This issue of Domus is titled The oceanic. What are your remarks on “the oceanic feeling”?
MP I believe that the experience of architecture is always relative to what is in front of us together with what is actually not there, between the presence of things and their representation. When I experience a thick column, of course I can touch it, I can move around it, I can feel its size in relation to my own body. And yet, at the same time, I know there is something else that the column is concealing. There is a physical behaviour, the actual transference of structural loads to the ground, which I can’t see, as much as the memory of a tree trunk, the robustness of a primal character, or the sheer indication of the time of the day through its cast shadow. That hidden dimension can be equated with the oceanic feeling, and not only with the sense of oneness but also with a sense of incommensurability, of vast extension, while being in a one-to-one relationship with a man- made thing. Thus, the column can be interpreted as a latent subject, as a vertical force, straight and stable, in resonance with our own verticality and our own stability.

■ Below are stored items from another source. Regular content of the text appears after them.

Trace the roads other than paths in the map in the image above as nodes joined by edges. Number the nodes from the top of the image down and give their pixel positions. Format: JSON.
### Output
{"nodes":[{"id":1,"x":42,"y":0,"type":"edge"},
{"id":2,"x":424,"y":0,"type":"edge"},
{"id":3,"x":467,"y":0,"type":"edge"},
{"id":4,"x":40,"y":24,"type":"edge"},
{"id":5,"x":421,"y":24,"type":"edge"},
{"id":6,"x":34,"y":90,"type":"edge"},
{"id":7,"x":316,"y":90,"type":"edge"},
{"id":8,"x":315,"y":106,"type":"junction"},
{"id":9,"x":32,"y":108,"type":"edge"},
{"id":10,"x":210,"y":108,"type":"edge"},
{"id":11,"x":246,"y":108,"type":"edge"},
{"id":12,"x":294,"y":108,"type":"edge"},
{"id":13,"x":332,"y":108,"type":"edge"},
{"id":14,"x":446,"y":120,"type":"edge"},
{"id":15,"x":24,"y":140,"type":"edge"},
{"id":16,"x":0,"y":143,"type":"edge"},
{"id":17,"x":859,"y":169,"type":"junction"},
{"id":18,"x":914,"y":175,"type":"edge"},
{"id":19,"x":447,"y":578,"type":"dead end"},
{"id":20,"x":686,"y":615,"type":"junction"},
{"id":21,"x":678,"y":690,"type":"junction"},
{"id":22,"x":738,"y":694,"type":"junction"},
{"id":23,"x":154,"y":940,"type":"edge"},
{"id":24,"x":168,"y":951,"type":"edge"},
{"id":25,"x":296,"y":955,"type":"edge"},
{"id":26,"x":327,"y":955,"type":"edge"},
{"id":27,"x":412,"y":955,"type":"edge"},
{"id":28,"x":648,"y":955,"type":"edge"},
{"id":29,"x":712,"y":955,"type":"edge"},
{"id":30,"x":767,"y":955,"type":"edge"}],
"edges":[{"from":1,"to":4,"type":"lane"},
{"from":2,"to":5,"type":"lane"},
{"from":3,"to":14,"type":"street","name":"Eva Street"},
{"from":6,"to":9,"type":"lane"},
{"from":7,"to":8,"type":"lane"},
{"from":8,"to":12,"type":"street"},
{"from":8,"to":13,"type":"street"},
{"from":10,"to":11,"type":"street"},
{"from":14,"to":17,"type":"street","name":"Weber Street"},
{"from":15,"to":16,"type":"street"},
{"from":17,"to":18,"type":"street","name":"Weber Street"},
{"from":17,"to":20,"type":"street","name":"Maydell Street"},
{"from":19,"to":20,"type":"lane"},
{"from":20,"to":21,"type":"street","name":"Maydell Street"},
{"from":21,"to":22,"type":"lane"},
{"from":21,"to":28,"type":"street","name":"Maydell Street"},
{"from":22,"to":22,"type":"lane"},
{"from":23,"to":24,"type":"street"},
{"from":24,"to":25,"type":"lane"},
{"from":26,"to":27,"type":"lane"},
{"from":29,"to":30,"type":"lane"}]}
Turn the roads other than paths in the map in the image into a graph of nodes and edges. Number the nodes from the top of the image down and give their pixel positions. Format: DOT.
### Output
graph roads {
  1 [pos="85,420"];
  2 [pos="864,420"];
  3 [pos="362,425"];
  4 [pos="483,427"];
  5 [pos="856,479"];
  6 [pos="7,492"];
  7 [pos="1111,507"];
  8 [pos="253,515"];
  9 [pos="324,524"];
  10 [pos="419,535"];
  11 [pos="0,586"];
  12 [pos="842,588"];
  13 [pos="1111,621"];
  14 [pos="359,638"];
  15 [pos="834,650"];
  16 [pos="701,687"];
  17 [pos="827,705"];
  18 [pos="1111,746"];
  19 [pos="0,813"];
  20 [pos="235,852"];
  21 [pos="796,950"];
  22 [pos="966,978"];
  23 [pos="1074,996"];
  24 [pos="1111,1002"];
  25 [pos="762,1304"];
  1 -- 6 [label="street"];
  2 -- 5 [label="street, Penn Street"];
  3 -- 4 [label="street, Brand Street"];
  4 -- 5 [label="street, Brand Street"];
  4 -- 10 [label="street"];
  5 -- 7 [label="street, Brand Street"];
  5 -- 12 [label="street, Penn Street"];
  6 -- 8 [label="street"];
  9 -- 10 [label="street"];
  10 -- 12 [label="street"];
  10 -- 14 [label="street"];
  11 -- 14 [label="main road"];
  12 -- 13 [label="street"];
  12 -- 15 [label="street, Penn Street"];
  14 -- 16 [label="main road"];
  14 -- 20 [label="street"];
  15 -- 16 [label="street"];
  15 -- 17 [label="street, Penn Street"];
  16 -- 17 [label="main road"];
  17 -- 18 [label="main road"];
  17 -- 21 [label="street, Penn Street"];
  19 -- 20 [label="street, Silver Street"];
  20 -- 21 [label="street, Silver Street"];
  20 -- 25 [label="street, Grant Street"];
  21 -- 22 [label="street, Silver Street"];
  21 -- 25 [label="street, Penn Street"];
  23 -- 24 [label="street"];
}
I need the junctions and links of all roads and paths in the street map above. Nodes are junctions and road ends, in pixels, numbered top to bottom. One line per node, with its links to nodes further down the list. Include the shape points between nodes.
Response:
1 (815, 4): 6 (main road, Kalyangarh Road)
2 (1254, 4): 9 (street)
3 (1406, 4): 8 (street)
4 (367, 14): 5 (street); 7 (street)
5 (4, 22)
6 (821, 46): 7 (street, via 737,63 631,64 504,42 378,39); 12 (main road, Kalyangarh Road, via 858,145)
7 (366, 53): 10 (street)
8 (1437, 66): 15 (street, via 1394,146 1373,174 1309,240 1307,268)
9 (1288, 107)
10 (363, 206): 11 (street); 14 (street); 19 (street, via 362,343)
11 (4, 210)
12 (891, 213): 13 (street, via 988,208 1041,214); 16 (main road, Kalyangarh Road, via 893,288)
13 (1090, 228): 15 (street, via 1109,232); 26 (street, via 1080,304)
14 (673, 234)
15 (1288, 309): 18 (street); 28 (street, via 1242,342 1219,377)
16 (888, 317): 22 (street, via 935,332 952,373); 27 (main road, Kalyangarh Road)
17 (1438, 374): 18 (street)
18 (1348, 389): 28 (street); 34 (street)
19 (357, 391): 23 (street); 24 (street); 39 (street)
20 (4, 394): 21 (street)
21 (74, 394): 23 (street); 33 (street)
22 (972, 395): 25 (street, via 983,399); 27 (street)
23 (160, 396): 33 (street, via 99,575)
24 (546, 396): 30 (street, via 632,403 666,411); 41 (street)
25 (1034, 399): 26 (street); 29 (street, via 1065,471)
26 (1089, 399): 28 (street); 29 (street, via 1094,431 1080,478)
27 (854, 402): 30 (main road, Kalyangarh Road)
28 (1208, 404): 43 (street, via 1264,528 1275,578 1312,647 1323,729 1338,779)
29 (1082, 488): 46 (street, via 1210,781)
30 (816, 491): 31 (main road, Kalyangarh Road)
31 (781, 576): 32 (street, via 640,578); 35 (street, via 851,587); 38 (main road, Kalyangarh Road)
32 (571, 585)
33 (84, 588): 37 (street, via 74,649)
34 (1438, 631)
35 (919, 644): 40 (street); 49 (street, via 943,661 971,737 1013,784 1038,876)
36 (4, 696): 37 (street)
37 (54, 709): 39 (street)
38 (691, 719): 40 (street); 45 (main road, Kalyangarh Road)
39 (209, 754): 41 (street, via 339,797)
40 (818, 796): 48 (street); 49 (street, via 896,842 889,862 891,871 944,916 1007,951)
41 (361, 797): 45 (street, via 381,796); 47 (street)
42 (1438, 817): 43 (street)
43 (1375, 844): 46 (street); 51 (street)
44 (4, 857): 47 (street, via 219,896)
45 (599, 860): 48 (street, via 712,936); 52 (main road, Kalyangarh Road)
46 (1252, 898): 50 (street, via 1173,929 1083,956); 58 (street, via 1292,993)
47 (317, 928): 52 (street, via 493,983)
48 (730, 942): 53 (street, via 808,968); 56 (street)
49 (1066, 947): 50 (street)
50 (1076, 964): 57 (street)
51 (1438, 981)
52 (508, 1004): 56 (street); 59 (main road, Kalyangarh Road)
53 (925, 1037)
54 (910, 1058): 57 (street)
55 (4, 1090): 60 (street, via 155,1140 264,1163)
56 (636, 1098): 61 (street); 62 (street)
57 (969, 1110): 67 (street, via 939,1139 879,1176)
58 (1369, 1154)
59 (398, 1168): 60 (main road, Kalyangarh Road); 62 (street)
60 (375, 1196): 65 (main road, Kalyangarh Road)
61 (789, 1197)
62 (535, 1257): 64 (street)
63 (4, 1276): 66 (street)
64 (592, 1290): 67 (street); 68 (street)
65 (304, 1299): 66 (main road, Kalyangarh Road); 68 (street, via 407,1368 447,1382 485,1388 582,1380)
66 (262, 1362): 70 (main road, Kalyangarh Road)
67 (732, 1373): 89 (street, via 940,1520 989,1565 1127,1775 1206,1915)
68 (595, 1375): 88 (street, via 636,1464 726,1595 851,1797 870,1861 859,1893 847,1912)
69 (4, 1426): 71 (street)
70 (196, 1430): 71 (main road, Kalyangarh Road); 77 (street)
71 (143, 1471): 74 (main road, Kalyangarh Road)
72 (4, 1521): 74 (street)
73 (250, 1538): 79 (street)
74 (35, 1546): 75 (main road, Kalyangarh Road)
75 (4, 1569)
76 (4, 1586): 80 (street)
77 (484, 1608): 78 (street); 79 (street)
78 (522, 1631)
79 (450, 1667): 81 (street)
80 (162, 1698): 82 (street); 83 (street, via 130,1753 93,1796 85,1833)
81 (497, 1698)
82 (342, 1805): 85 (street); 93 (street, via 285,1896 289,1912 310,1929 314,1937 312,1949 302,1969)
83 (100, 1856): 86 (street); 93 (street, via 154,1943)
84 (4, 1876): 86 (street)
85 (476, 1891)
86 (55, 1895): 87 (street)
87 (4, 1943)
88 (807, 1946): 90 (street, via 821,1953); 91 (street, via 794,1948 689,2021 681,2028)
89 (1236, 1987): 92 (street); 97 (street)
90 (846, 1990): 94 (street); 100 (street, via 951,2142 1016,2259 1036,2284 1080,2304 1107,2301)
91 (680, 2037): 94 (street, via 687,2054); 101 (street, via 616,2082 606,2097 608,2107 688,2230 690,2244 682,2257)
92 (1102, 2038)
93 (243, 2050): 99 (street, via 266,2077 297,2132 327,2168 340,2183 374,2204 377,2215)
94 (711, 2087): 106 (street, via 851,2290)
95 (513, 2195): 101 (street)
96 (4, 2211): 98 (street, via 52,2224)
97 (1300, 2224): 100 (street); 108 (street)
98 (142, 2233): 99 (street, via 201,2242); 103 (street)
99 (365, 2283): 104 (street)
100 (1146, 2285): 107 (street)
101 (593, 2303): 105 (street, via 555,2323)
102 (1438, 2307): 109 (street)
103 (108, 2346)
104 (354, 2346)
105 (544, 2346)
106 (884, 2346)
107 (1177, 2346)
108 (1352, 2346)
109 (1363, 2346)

SvE I would also expand the understanding of the oceanic feeling, the sense of unity within vastness, to the primitive feeling of solitude. I believe that architecture is ultimately a form of empathy, of identification of subjectivity at a very deep level. Almost as if in a loving couple, in which one member takes care of the solitude of the other, our relationship with buildings, at least with the buildings we admire or we would aspire to produce, is based on that primitive loneliness. Our Luna House, for instance, defines a secluded domain within the natural landscape. It is both a cloister and a maze, detachment and puzzle, abstraction and wilderness. This is a kind of tacit marriage, following Rainer Maria Rilke’s advice, in which “each partner appoints the other to be the guardian of his solitude”.